= About this exercise =
Check each line of the entries below for the word "Marcos", and copy the lines that have it.

Stored data
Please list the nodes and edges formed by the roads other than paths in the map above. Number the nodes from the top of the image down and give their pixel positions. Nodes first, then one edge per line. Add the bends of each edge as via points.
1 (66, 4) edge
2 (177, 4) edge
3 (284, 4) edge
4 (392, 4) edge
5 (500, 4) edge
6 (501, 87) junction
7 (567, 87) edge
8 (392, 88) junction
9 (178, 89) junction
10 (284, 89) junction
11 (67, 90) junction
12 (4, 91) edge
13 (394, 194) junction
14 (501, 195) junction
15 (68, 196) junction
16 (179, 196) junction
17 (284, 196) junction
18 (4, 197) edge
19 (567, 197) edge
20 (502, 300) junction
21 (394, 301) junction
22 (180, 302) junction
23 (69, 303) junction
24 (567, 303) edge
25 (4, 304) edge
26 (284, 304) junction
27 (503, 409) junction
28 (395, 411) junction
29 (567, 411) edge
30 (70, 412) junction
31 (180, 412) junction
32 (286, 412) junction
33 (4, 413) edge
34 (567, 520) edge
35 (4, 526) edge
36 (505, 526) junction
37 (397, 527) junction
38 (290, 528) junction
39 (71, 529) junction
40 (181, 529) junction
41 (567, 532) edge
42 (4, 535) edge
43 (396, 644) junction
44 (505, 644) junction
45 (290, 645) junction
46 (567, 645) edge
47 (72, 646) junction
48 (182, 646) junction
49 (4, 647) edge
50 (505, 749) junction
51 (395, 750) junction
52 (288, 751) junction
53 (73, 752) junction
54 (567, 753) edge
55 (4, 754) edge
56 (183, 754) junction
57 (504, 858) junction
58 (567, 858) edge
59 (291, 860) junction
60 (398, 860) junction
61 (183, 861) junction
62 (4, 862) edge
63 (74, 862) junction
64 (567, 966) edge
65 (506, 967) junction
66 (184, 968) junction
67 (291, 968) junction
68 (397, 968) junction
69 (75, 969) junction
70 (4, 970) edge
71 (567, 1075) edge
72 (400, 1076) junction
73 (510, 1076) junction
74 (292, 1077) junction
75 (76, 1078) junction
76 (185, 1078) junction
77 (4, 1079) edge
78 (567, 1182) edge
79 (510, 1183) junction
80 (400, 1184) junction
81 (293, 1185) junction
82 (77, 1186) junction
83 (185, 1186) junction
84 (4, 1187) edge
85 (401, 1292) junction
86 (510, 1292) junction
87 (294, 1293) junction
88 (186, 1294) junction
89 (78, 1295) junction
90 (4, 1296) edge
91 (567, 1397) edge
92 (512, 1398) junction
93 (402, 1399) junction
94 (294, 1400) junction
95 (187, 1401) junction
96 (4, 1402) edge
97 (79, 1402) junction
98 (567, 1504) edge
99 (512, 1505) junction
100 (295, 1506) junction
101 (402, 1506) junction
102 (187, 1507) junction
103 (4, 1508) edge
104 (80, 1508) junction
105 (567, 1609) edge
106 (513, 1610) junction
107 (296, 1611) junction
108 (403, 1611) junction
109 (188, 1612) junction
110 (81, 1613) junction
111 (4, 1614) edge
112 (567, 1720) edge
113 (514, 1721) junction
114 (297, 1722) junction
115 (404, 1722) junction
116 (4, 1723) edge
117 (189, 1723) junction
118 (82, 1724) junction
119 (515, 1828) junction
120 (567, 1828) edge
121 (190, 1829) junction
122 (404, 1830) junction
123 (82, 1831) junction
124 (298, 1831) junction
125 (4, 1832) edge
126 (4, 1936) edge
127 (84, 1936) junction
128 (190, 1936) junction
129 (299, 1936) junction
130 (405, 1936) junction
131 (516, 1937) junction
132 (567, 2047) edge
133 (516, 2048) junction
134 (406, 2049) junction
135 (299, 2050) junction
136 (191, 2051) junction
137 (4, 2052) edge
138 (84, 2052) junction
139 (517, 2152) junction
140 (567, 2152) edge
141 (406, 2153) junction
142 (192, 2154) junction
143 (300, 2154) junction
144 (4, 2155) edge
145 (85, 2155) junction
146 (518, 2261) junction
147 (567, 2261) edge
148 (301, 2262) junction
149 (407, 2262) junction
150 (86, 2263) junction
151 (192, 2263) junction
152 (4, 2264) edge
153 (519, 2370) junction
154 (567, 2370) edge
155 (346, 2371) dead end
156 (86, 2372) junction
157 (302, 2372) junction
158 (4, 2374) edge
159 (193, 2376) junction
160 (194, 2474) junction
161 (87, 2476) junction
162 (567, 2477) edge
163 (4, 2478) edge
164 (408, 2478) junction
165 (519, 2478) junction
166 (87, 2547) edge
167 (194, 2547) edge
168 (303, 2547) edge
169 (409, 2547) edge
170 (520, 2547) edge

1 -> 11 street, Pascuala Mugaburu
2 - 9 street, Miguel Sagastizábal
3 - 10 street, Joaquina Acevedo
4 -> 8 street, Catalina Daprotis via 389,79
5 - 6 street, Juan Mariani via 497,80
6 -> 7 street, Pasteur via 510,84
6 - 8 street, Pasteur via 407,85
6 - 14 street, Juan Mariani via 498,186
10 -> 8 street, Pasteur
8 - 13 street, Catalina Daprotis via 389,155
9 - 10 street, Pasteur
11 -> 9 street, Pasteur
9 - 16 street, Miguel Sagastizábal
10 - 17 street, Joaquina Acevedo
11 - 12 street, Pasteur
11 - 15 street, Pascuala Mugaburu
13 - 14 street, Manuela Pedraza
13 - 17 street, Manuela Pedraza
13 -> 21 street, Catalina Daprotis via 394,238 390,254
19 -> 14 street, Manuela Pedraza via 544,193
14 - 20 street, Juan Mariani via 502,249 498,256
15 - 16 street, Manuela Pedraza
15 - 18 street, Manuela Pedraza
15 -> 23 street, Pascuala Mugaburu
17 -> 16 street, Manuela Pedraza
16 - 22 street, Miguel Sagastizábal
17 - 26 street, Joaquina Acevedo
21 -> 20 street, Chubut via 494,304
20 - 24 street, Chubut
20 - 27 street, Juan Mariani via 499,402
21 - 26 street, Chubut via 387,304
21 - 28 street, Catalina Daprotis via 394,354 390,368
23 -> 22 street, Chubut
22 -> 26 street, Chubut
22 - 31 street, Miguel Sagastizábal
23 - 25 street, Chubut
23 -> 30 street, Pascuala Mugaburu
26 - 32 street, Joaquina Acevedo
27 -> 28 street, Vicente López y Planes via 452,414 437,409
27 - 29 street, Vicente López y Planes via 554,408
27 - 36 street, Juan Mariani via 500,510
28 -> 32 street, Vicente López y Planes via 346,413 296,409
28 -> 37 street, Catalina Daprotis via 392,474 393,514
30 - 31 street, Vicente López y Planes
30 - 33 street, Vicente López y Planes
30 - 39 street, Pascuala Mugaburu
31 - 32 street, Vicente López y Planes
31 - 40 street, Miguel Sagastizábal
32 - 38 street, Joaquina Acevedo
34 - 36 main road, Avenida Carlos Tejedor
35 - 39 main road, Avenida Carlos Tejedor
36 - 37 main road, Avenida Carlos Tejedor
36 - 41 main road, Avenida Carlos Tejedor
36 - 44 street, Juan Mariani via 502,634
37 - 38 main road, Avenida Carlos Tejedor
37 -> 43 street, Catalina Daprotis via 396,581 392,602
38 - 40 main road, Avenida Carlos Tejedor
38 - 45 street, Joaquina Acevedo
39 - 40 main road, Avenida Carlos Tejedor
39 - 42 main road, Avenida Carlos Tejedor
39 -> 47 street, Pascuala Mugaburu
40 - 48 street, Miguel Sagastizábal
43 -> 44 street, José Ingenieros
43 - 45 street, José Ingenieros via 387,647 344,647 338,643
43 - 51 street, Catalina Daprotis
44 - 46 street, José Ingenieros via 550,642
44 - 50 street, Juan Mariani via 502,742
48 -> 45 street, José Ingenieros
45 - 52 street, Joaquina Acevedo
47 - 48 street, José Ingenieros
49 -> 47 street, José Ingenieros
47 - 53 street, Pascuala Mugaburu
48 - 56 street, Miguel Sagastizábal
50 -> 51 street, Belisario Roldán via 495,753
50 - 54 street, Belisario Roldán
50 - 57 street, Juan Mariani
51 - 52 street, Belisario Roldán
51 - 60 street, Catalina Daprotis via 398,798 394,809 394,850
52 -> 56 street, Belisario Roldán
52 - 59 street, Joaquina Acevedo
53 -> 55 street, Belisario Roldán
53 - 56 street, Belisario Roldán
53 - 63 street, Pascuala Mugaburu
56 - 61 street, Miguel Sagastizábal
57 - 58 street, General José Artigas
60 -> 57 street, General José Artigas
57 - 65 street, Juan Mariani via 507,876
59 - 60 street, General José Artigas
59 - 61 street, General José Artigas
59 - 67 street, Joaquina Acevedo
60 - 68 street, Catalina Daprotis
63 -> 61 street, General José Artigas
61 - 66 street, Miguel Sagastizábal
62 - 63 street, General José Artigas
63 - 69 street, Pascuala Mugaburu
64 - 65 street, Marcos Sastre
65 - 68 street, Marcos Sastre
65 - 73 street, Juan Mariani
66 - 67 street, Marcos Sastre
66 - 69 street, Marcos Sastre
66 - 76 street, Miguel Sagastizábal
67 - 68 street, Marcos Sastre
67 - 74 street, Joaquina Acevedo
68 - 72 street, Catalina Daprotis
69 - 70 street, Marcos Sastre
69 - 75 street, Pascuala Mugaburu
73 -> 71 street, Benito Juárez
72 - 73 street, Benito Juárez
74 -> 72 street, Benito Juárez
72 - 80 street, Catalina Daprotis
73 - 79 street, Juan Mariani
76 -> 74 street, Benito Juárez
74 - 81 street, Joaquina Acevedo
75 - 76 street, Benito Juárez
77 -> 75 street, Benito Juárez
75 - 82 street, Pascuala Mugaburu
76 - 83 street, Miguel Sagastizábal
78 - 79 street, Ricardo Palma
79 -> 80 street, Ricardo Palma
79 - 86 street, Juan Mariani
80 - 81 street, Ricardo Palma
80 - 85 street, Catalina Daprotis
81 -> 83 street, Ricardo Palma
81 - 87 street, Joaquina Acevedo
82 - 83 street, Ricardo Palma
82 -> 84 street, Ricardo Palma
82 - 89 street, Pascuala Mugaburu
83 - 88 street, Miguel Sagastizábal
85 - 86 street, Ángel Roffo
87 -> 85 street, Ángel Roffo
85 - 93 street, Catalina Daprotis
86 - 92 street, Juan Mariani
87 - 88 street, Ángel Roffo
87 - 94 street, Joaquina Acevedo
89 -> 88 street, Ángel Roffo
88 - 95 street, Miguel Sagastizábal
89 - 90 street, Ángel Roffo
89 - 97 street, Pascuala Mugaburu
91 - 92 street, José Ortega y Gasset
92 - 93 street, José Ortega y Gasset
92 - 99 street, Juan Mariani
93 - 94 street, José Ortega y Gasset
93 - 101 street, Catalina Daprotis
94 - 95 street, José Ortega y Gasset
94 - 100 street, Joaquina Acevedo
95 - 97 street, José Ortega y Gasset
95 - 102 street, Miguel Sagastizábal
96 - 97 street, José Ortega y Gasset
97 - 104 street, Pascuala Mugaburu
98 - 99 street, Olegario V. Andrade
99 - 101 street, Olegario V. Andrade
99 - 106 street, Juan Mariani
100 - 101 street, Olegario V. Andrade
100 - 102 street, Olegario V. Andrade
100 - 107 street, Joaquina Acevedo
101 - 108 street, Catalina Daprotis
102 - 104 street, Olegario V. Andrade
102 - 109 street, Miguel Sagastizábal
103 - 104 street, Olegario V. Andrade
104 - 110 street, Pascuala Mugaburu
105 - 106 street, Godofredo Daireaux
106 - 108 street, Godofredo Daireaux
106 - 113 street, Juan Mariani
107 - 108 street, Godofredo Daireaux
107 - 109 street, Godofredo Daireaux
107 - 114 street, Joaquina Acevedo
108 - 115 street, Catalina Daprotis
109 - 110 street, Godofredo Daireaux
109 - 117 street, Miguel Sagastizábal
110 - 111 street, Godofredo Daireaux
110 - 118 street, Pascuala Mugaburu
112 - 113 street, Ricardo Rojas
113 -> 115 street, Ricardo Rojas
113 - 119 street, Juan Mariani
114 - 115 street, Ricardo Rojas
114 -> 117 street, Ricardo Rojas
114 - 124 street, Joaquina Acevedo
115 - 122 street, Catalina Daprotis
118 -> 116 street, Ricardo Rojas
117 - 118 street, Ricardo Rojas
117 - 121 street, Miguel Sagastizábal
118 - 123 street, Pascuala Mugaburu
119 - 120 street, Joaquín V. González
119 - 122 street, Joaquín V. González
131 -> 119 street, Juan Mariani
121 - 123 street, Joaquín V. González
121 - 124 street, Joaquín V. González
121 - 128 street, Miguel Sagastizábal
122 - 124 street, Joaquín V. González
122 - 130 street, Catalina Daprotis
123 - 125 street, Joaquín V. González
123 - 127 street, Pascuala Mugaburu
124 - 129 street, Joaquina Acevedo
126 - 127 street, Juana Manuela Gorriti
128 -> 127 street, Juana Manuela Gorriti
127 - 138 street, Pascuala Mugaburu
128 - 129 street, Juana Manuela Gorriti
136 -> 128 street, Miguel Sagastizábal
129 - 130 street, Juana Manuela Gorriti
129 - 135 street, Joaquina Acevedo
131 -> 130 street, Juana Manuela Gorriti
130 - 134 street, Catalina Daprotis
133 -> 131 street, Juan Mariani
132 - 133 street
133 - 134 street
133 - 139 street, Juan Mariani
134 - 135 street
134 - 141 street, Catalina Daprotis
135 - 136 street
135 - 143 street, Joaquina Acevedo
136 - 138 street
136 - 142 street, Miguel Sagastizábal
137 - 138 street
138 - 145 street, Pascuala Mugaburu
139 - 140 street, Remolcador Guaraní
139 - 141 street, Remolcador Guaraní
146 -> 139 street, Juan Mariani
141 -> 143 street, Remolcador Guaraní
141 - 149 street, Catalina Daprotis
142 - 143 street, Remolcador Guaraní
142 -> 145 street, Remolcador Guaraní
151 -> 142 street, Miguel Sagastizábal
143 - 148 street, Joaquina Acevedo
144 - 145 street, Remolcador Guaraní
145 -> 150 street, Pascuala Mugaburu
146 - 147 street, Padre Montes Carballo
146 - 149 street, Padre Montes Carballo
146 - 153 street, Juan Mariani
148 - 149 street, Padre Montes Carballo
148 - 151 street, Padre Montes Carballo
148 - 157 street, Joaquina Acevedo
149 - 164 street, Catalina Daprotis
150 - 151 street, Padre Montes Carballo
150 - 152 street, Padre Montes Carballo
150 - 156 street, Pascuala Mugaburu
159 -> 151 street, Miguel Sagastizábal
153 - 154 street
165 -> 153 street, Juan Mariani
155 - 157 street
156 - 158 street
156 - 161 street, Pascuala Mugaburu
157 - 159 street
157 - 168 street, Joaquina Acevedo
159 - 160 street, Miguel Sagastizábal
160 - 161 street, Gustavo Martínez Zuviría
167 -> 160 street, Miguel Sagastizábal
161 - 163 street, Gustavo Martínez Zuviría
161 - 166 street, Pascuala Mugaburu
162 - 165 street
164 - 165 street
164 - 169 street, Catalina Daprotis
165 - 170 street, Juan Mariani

= Written solution =
64 - 65 street, Marcos Sastre
65 - 68 street, Marcos Sastre
66 - 67 street, Marcos Sastre
66 - 69 street, Marcos Sastre
67 - 68 street, Marcos Sastre
69 - 70 street, Marcos Sastre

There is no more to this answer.